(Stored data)
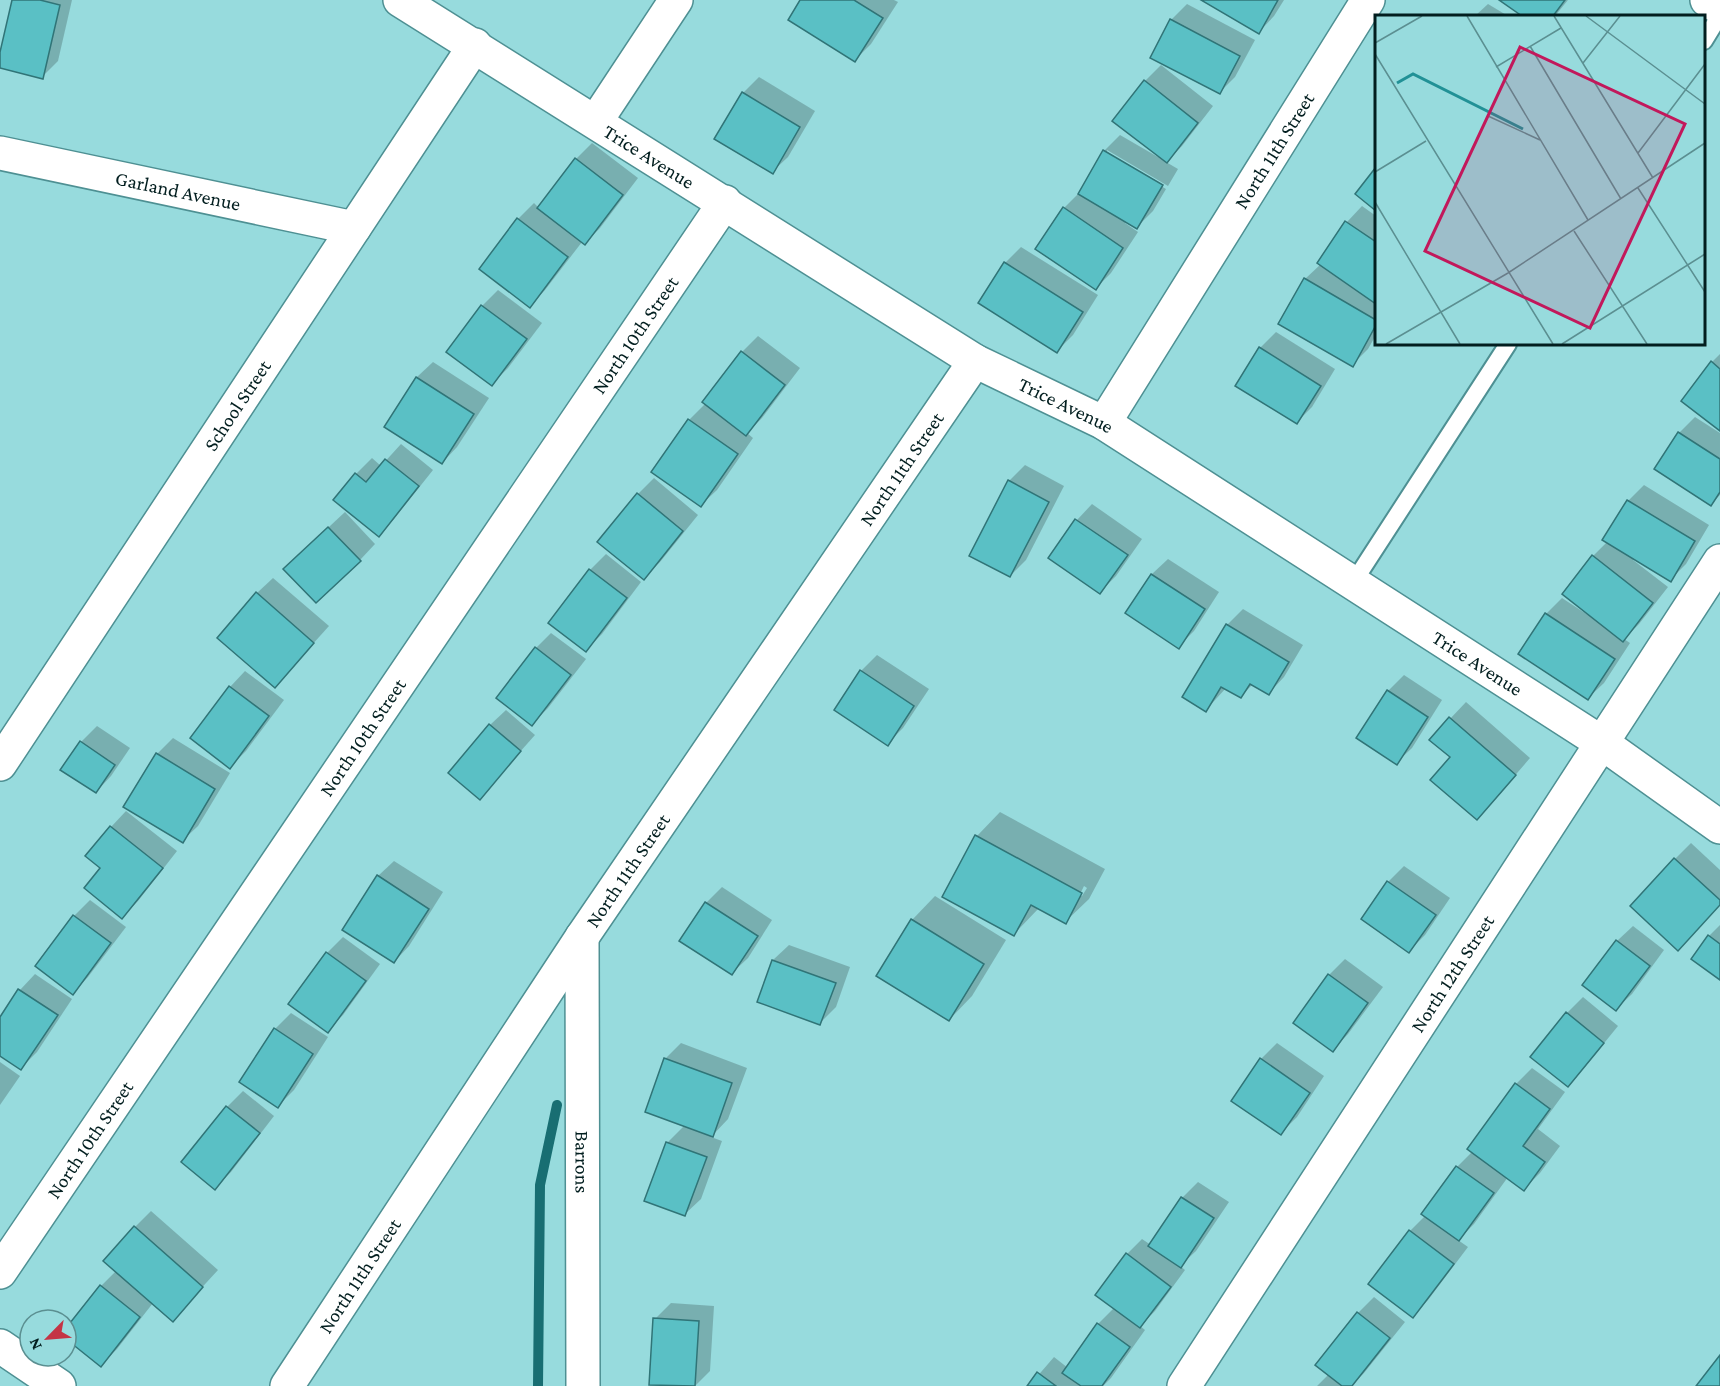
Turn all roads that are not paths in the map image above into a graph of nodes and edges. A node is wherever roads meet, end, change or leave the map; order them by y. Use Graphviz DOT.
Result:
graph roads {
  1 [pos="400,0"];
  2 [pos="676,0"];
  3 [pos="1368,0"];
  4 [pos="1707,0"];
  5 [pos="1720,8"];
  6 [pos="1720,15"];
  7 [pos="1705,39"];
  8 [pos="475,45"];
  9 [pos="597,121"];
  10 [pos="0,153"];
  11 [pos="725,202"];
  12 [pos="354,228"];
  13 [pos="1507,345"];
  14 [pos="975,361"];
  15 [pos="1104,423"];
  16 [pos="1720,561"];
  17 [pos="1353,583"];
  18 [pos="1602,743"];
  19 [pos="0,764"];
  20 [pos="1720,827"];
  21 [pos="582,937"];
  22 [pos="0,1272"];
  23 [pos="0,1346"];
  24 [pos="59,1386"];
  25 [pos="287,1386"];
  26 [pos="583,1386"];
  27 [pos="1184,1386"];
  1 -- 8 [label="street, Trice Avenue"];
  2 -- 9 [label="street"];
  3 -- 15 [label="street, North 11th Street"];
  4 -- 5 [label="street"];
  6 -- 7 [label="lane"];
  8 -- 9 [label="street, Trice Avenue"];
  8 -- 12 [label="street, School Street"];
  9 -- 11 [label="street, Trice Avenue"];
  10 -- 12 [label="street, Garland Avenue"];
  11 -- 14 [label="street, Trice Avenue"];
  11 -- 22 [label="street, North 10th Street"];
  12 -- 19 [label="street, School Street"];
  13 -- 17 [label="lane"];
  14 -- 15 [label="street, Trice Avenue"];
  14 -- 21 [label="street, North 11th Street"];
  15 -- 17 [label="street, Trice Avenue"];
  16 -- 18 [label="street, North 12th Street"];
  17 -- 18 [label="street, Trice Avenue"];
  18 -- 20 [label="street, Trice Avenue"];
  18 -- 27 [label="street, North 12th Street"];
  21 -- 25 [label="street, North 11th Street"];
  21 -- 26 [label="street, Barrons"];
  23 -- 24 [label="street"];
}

→ **Problem details**
Exact copies of the entries above are needed, with every picture removed.

→ **Solution for this task**
Turn all roads that are not paths in the map image above into a graph of nodes and edges. A node is wherever roads meet, end, change or leave the map; order them by y. Use Graphviz DOT.
Result:
graph roads {
  1 [pos="400,0"];
  2 [pos="676,0"];
  3 [pos="1368,0"];
  4 [pos="1707,0"];
  5 [pos="1720,8"];
  6 [pos="1720,15"];
  7 [pos="1705,39"];
  8 [pos="475,45"];
  9 [pos="597,121"];
  10 [pos="0,153"];
  11 [pos="725,202"];
  12 [pos="354,228"];
  13 [pos="1507,345"];
  14 [pos="975,361"];
  15 [pos="1104,423"];
  16 [pos="1720,561"];
  17 [pos="1353,583"];
  18 [pos="1602,743"];
  19 [pos="0,764"];
  20 [pos="1720,827"];
  21 [pos="582,937"];
  22 [pos="0,1272"];
  23 [pos="0,1346"];
  24 [pos="59,1386"];
  25 [pos="287,1386"];
  26 [pos="583,1386"];
  27 [pos="1184,1386"];
  1 -- 8 [label="street, Trice Avenue"];
  2 -- 9 [label="street"];
  3 -- 15 [label="street, North 11th Street"];
  4 -- 5 [label="street"];
  6 -- 7 [label="lane"];
  8 -- 9 [label="street, Trice Avenue"];
  8 -- 12 [label="street, School Street"];
  9 -- 11 [label="street, Trice Avenue"];
  10 -- 12 [label="street, Garland Avenue"];
  11 -- 14 [label="street, Trice Avenue"];
  11 -- 22 [label="street, North 10th Street"];
  12 -- 19 [label="street, School Street"];
  13 -- 17 [label="lane"];
  14 -- 15 [label="street, Trice Avenue"];
  14 -- 21 [label="street, North 11th Street"];
  15 -- 17 [label="street, Trice Avenue"];
  16 -- 18 [label="street, North 12th Street"];
  17 -- 18 [label="street, Trice Avenue"];
  18 -- 20 [label="street, Trice Avenue"];
  18 -- 27 [label="street, North 12th Street"];
  21 -- 25 [label="street, North 11th Street"];
  21 -- 26 [label="street, Barrons"];
  23 -- 24 [label="street"];
}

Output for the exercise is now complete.